Солнечный флёр столовой, колебание лёгких хлопчатобумажных штор, нежно касаясь которых мягкий ветер осторожно доносил в помещение душистые запахи близких холмов, сдержанное дыхание дня, безмятежная белизна тканей и стен, прелесть сервировки, милая жизнерадостная роспись баварского фарфора, на позолоченных обводьях которого искрились солнечные лучи, собираясь в тугие капли – вся эта безмятежность родила в Жанне ощущение, словно она вошла в полотно картины Крёйера "Розы", которую как-то показала ей Галя, и пребывала там несколько мгновений, ограждённая от треволнений мира парчовой стеной света.
Целиком поглощённая этим чужим миром, в котором время словно исчезло, она не сразу заметила, как хозяин окинул всех загоревшимися глазами, словно готовил какой-то совершенно необыкновенный сюрприз, покинул столовую и через некоторое время вернулся, бережно неся какие-то журналы. Гости рассмотрели их если не с почтением, то по крайней мере не без любопытства, но только Галя единственная из всех могла вполне оценить их значение. То оказались голубые книжки "Журнала Министерства Народного просвещения", и слова эти, печатанные по старой орфографии, удивительно подходили к интерьеру дома, в котором они хранились.
– Папочка, наверное, из России припёр, – зло сказал Борис, и, прежде чем кто-либо успел что-то сообразить, развязно спросил у Георга:
– Наверное, ваш отец бывал в России?
Галя, которая должна была перевести этот вопрос, замешкалась и беспомощно оглянулась на Монику, на Игоря, который, в свою очередь, укоризненно смотрел на своего друга. Моника опустила глаза и аккуратно почесала нос ногтём мизинца.
Однако Георг отлично понял причину этого замешательства и встретил его с невозмутимостью по-настоящему воспитанного человека. Мягко улыбнувшись, он заговорил, и Галя переводила:
– О, нет. Мой отец воевал в Северной Африке у Роммеля и никогда в России не был… А вот мой дед – другое дело. Правда, в России он тоже никогда не бывал, но когда учился здесь в университете, познакомился с одним студентом из России… Дед очень дорожил этими журналами, а я дорожу ими, так сказать, по наследству, – здесь Георг улыбнулся более непринужденно, – как в память о деде, и о том времени, – уже немного нахмурившись продолжил он, – когда лучшие люди разных наций объединялись в поисках мира и истины.

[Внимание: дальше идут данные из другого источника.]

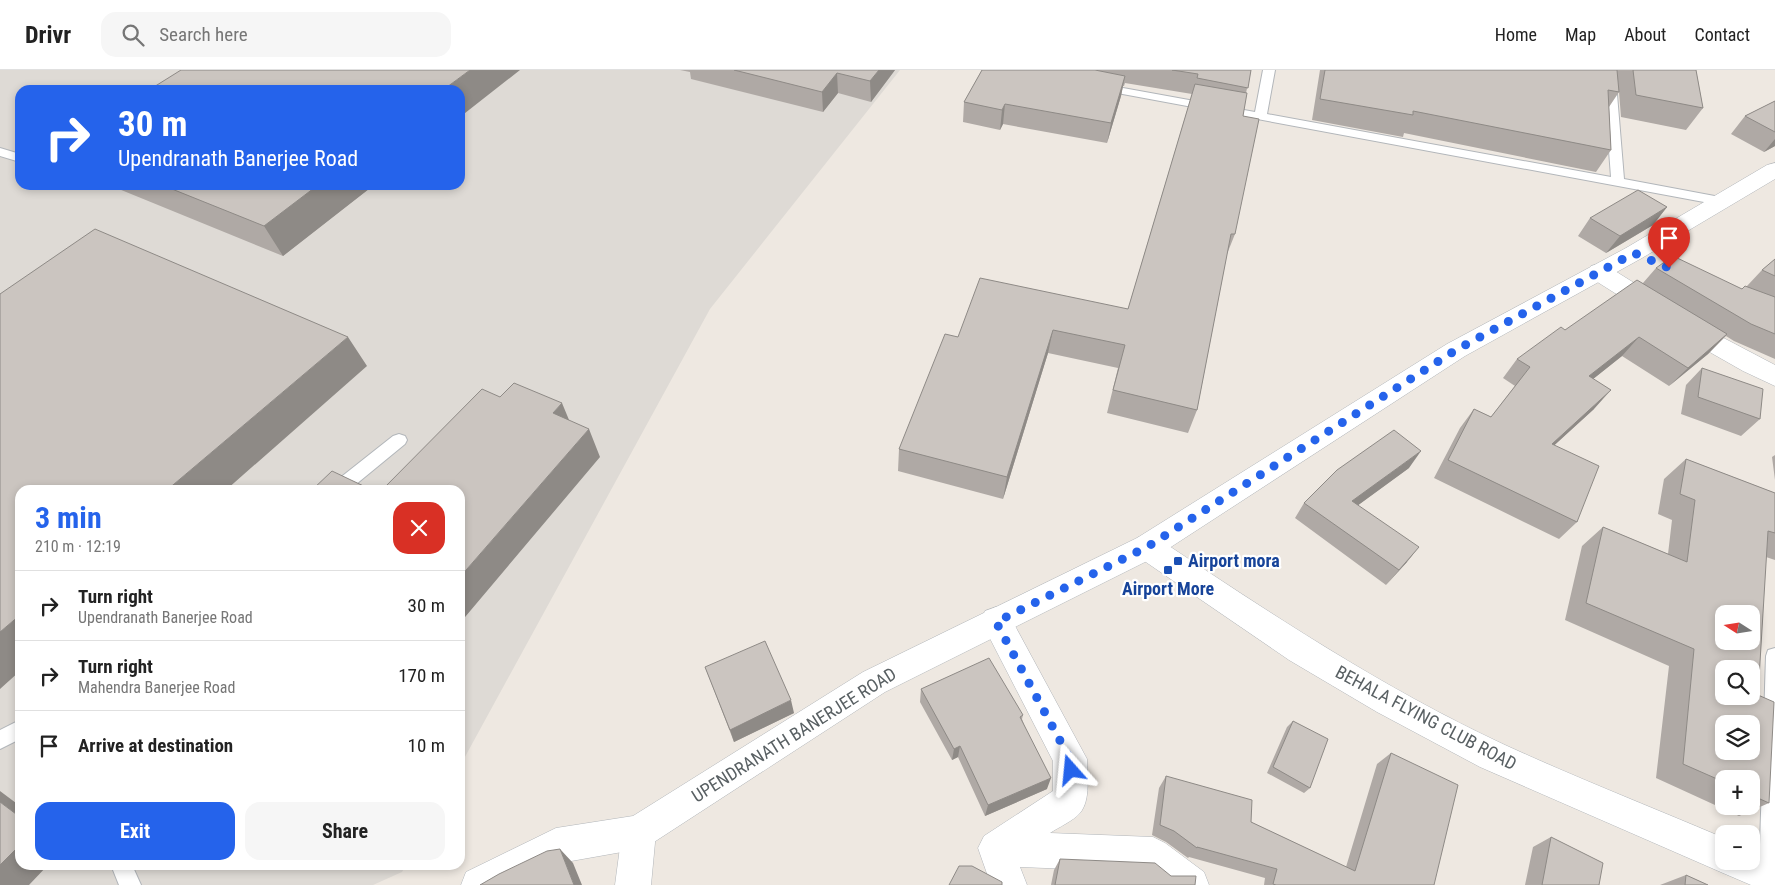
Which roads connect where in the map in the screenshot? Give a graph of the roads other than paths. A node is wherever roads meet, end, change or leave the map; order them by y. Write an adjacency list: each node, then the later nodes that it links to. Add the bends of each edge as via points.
1 (1269, 70): 4 (lane)
2 (1609, 70): 8 (lane)
3 (1086, 84): 4 (lane)
4 (1260, 117): 8 (lane)
5 (0, 152): 6 (lane)
6 (15, 156)
7 (1775, 170): 9 (street, UPENDRANATH BANERJEE ROAD)
8 (1618, 182): 9 (lane)
9 (1720, 201): 10 (street, UPENDRANATH BANERJEE ROAD)
10 (1634, 253): 11 (street); 12 (street, UPENDRANATH BANERJEE ROAD)
11 (1660, 264)
12 (1599, 272): 13 (street, via 1736,358); 16 (street, UPENDRANATH BANERJEE ROAD, via 1456,350)
13 (1775, 376)
14 (399, 440): 15 (lane)
15 (344, 485)
16 (1147, 547): 17 (street, UPENDRANATH BANERJEE ROAD); 23 (street, BEHALA FLYING CLUB ROAD, via 1300,650 1414,715 1492,756)
17 (996, 622): 21 (street, UPENDRANATH BANERJEE ROAD, via 874,682); 22 (street, via 1070,759 1071,781 1068,801)
18 (1775, 656): 26 (lane)
19 (15, 732): 20 (lane)
20 (0, 740)
21 (639, 832): 28 (street, UPENDRANATH BANERJEE ROAD, via 556,846); 29 (street)
22 (996, 848): 30 (street); 31 (street, via 1153,855 1180,880)
23 (1715, 852)
24 (123, 870): 27 (lane)
25 (1758, 870): 26 (street)
26 (1773, 876)
27 (130, 885)
28 (480, 885)
29 (633, 885)
30 (1009, 885)
31 (1191, 885)

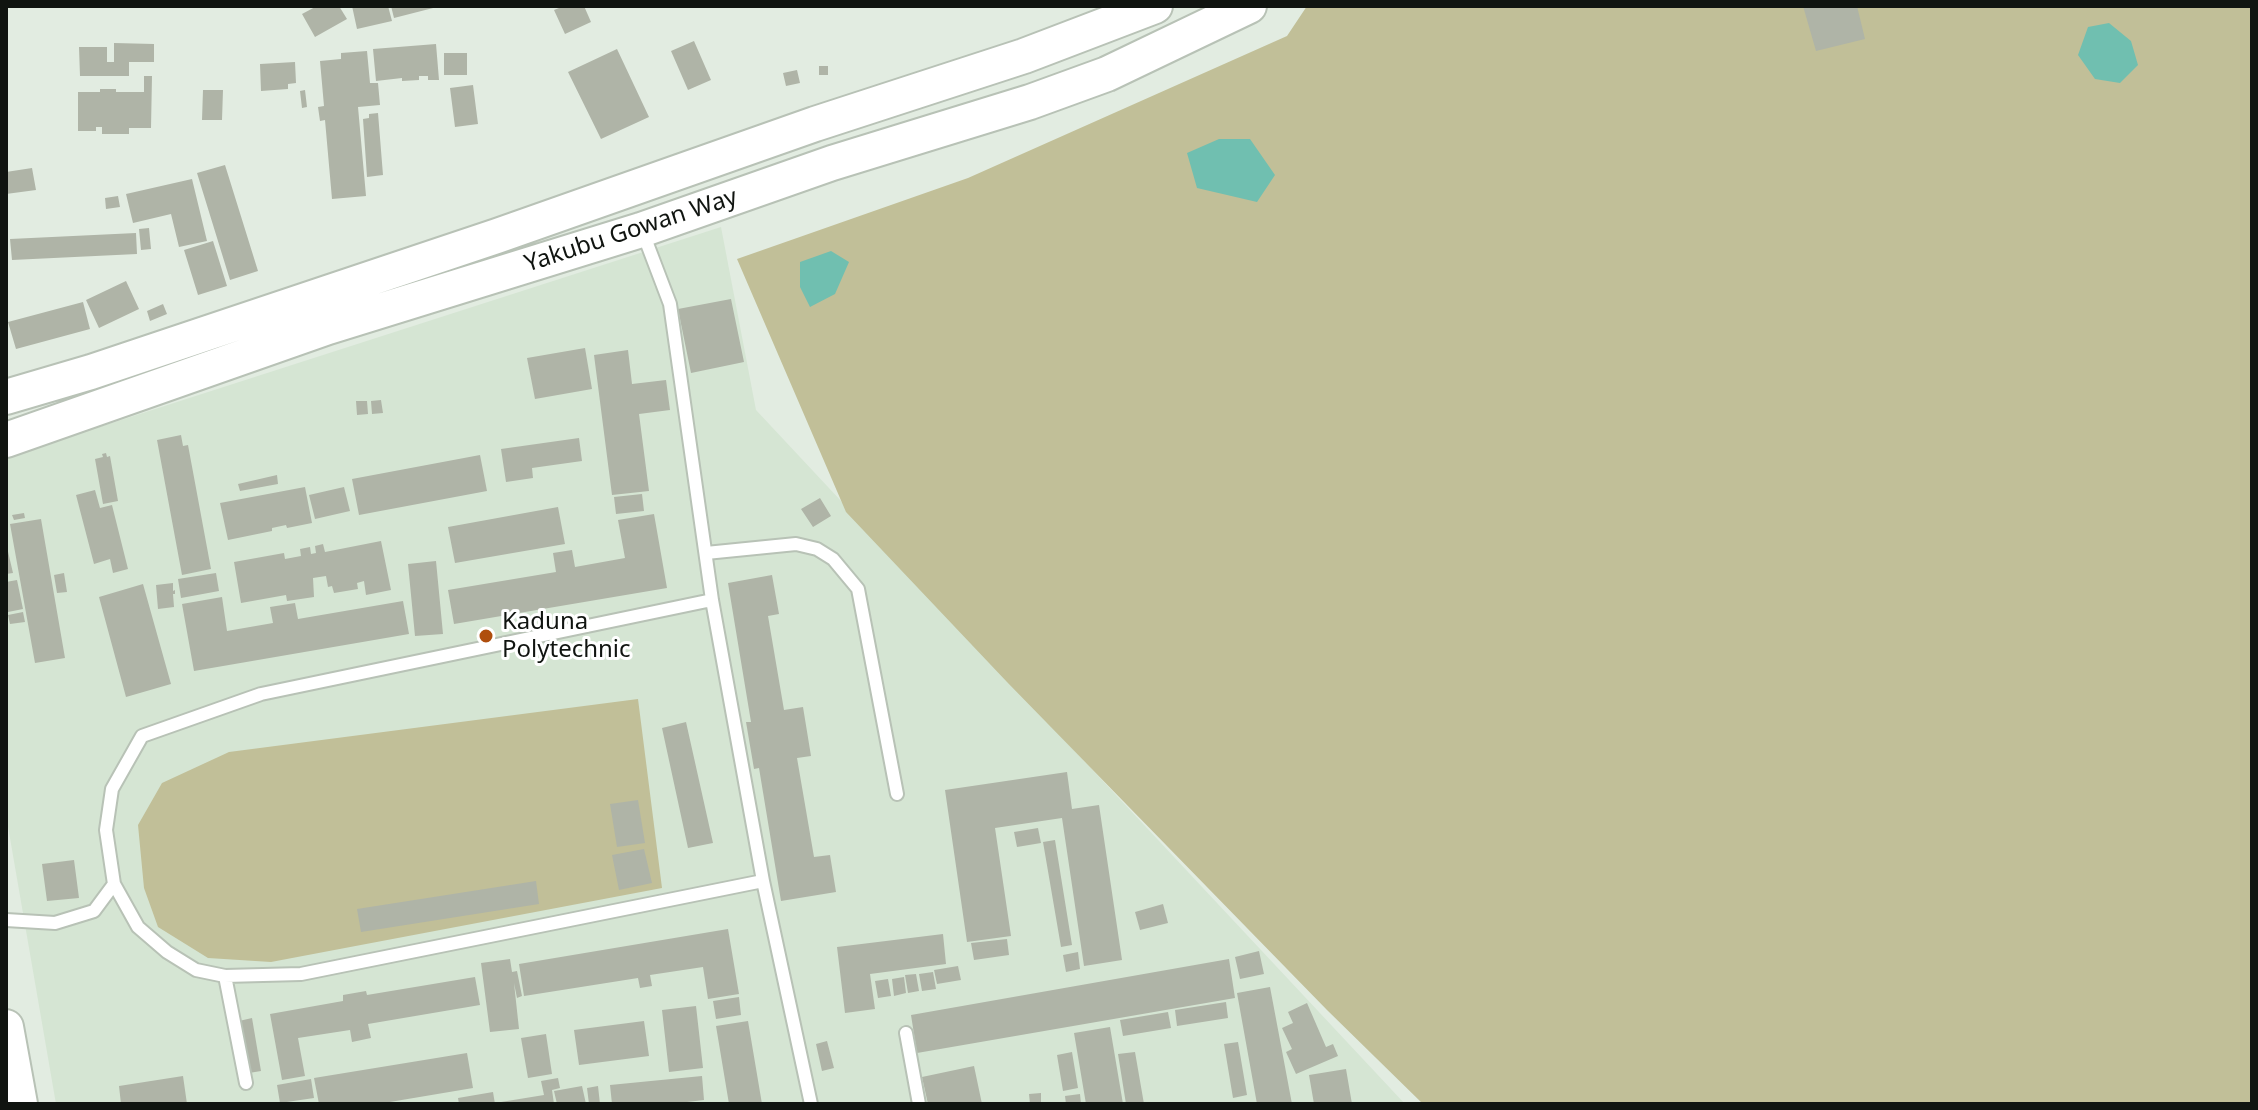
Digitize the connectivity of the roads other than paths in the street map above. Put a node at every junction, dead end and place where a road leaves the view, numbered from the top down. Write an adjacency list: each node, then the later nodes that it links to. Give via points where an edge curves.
1 (1155, 6): 4 (street, Yakubu Gowan Way, via 497,236)
2 (1249, 6): 3 (street, Yakubu Gowan Way, via 1095,79)
3 (641, 230): 5 (street, Yakubu Gowan Way, via 328,327); 6 (lane, via 670,304)
4 (6, 397)
5 (6, 440)
6 (706, 553): 7 (lane); 8 (lane, via 796,544 833,559 858,589)
7 (712, 600): 9 (lane); 10 (lane, via 261,694 142,736 112,789 106,830)
8 (897, 794)
9 (763, 881): 12 (lane, via 301,974); 17 (lane)
10 (114, 884): 11 (lane, via 94,911 55,923); 12 (lane, via 138,927 167,952 196,970)
11 (6, 920)
12 (225, 976): 15 (lane)
13 (6, 1027): 16 (street)
14 (906, 1033): 18 (lane)
15 (246, 1083)
16 (20, 1104)
17 (811, 1104)
18 (919, 1104)

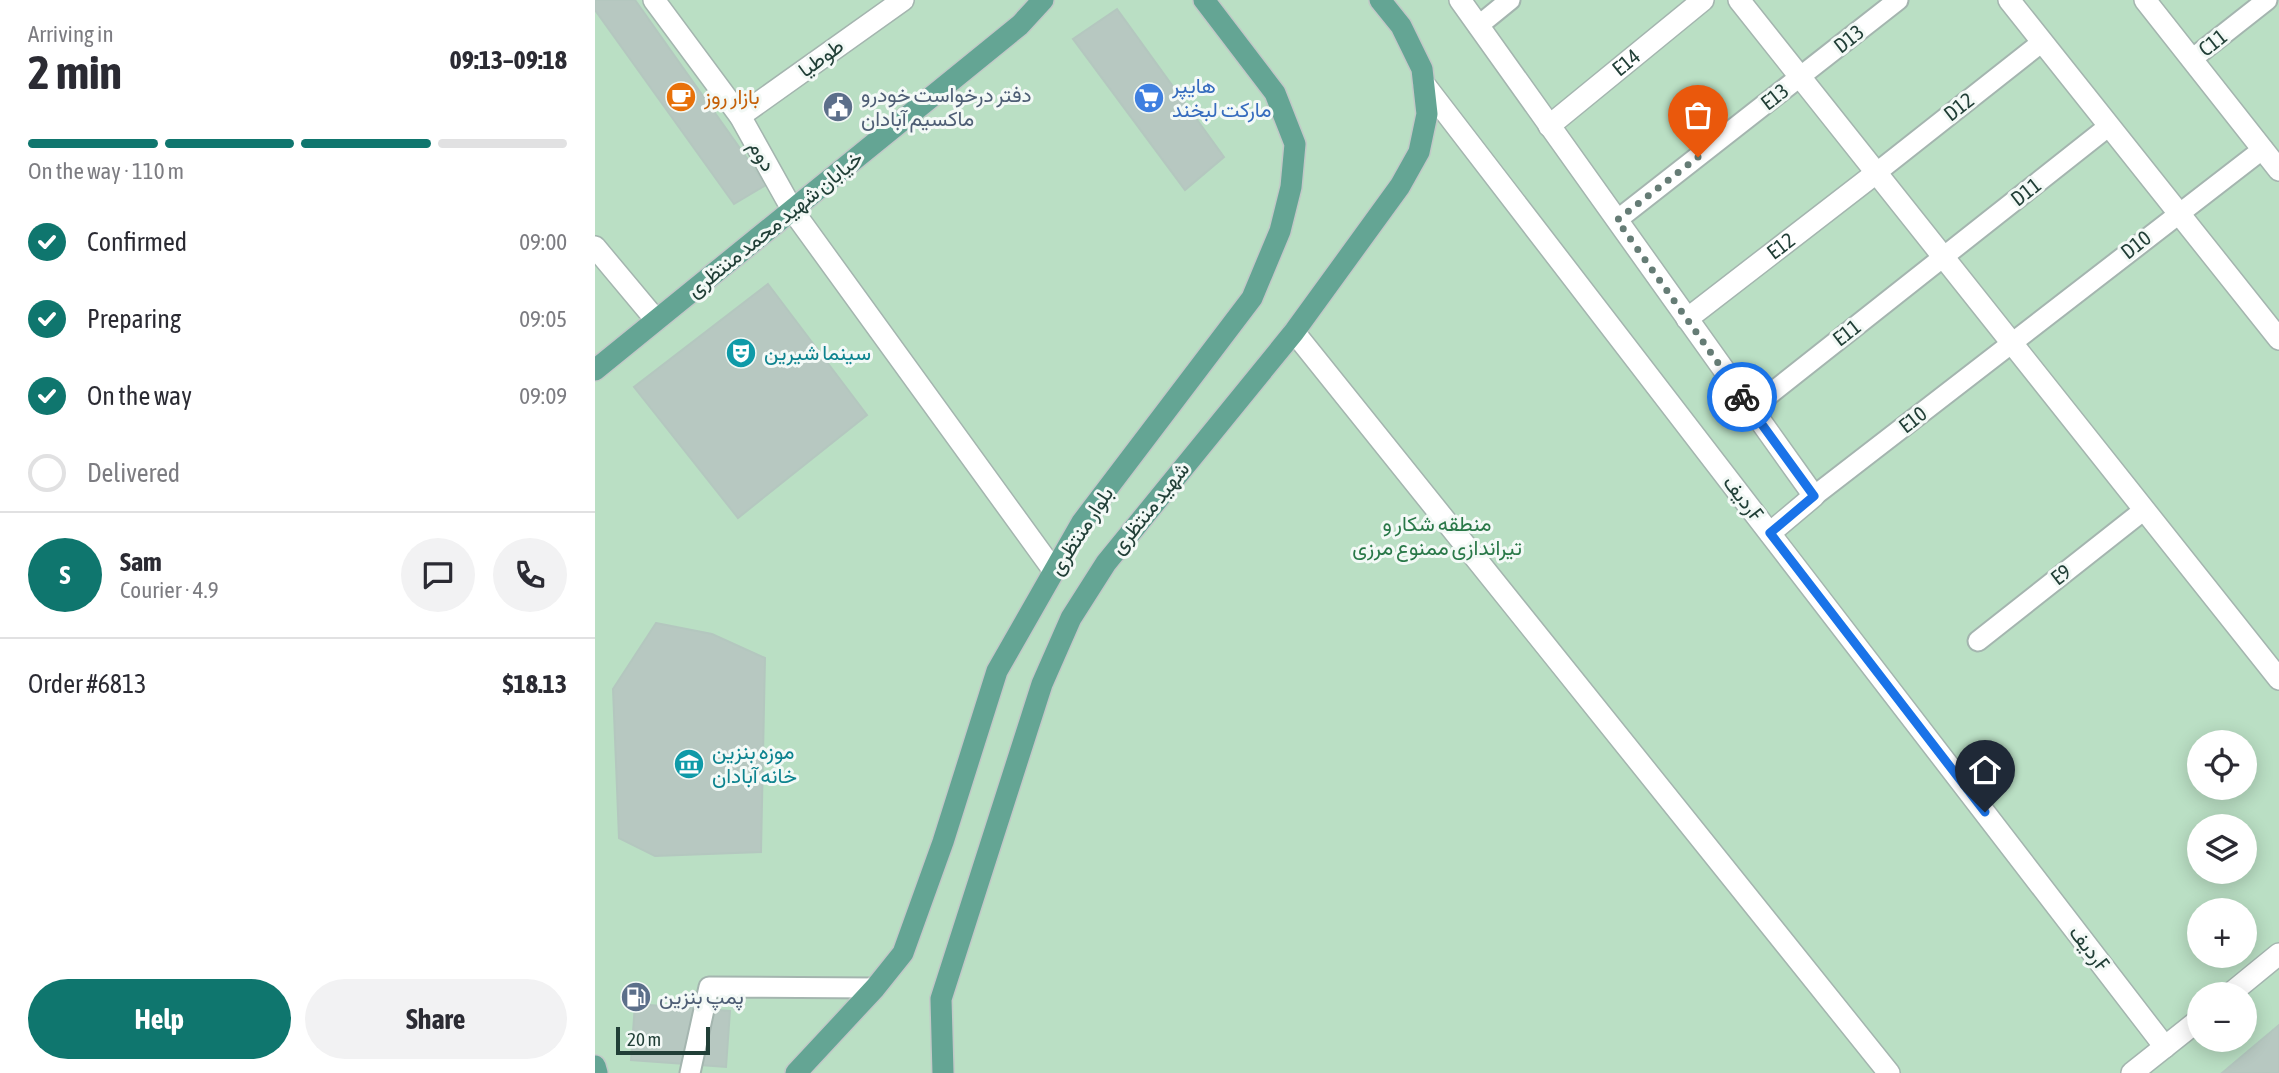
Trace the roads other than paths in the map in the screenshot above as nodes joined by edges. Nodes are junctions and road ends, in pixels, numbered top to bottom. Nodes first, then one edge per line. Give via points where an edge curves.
1 (654, 0) edge
2 (903, 0) edge
3 (1043, 0) edge
4 (1204, 0) edge
5 (1380, 0) edge
6 (1460, 0) edge
7 (1510, 0) edge
8 (1703, 0) edge
9 (1738, 0) edge
10 (1898, 0) edge
11 (2009, 0) edge
12 (2145, 0) edge
13 (2267, 0) edge
14 (1478, 26) junction
15 (2042, 42) junction
16 (2192, 59) junction
17 (1800, 78) junction
18 (1424, 84) junction
19 (740, 117) junction
20 (1549, 126) junction
21 (2109, 126) junction
22 (2271, 143) edge
23 (2279, 170) edge
24 (1876, 173) junction
25 (793, 211) junction
26 (2178, 213) junction
27 (1617, 220) junction
28 (595, 247) edge
29 (1944, 258) junction
30 (1686, 319) junction
31 (656, 320) junction
32 (1294, 332) junction
33 (2279, 339) edge
34 (2011, 343) junction
35 (595, 370) edge
36 (1751, 409) junction
37 (1814, 496) junction
38 (2144, 510) junction
39 (1770, 533) junction
40 (1054, 571) junction
41 (1978, 641) dead end
42 (2276, 669) edge
43 (2279, 954) edge
44 (2245, 982) edge
45 (875, 988) junction
46 (2187, 1029) edge
47 (2165, 1047) junction
48 (595, 1066) edge
49 (597, 1073) edge
50 (690, 1073) edge
51 (796, 1073) edge
52 (943, 1073) edge
53 (1889, 1073) edge
54 (2132, 1073) edge

1 - 19 street, دوم
2 - 19 street, طوطیا
3 - 25 main road, خیابان شهید محمد منتظری via 1020,25
4 - 40 main road, بلوار منتظری via 1275,93 1295,144 1280,231 1252,298 1082,522
5 - 18 main road, شهید منتظری via 1401,26 1422,69
6 - 14 street
7 - 14 lane
8 - 20 street, E14
9 - 17 street
10 - 17 lane, D13
11 - 15 street
12 - 16 street
13 - 16 lane, C11
14 - 20 street
15 - 21 street
15 - 24 lane, D12
16 - 22 street
17 - 24 street
17 - 27 lane, E13
18 - 32 main road, شهید منتظری via 1427,114 1419,152 1400,186
18 - 39 street, ردیفF
19 - 25 street, دوم
20 - 27 street
21 - 26 street
21 - 29 lane, D11
22 - 23 street
22 - 26 lane, D10
24 - 29 street
24 - 30 street, E12
25 - 31 main road, خیابان شهید محمد منتظری
25 - 40 street, دوم
26 - 33 street
26 - 34 lane, D10
27 - 30 street
28 - 31 street
29 - 34 street
29 - 36 lane, E11
30 - 36 street
31 - 35 main road, خیابان شهید محمد منتظری
32 - 52 main road, شهید منتظری via 1106,563 1058,645 941,999
32 - 53 street
34 - 37 lane, E10
34 - 38 street
36 - 37 street
37 - 39 street
38 - 41 lane, E9
38 - 42 street
39 - 47 street, ردیفF
40 - 45 main road, بلوار منتظری via 997,671 903,953
43 - 44 street
45 - 50 lane via 709,987
45 - 51 main road, بلوار منتظری
46 - 47 street
47 - 54 street
48 - 49 main road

Георг увидел свет в сентябре тридцать девятого, когда польские уланы жгли немецкие танки, одним из которых командовал его отец. В мае сорок третьего отец попал в плен в Тунисе и домой вернулся только летом сорок шестого года.
Человек, вернувшийся в Эдлинг, совсем не походил на того весёлого лейтенанта, который смотрел с фотографий, развешанных на стенах дома в стиле немецкого барокко. После французской кампании отец приезжал в отпуск, но в памяти Георга ничего не осталось от этого события – только рассказы матери.
Отец замкнулся и поник, и, хотя всеми силами старался скрыть от сына своё состояние, грусть, которая залегла в его прежде весёлых и даже озорных глазах, рождала в ребёнке безотчётную тревогу. По понедельникам отец ездил в Гейдельберг отмечаться в американской комендатуре. Вечерами прогуливался под старыми липами. Он любил липы, и липы любили его.
Для Георга отец остался какой-то неразгаданной загадкой. Холодный и отстранённый, он унес свою тайну в могилу. Многие годы Георг пытался проникнуть в неё, но течение лет заволокло этот интерес, и внимание его переключилось на иные предметы.
Окончив школу, Георг отправился в Мюнхен учиться в техническом университете, потом уехал в Аргентину работать в крупной авиастроительной компании. Спустя несколько лет он получил предложение от Dornier-Flugzeugwerke и собирался в Нюрнберг. К этому времени у него имелись кое-какие накопления.
То, что случилось с ним по дороге из Берлина в Мюнхен, не было похоже ни на что, чем существование уже успело одарить его. Первое время у него находились слова, чтобы в точности описать свои чувства, но с годами слова эти меркли, и связного рассказа больше не получалось – остался только комок воспоминаний. Это было похоже на повеление некоей высшей силы, ослушаться которой не представлялось возможным, однако, что оказалось ещё более интересно, повеление полностью совпадало с его собственным желанием, но желание возникло так же внезапно, как и таинственное повеление, и о наличии его до того момента он даже не подозревал. Несколько минут он действовал как во сне: и он даже не был уверен, впрямь ли это он управляет своей машиной, или она везет его сама, как говорящий конь Ксанф своего грозного хозяина.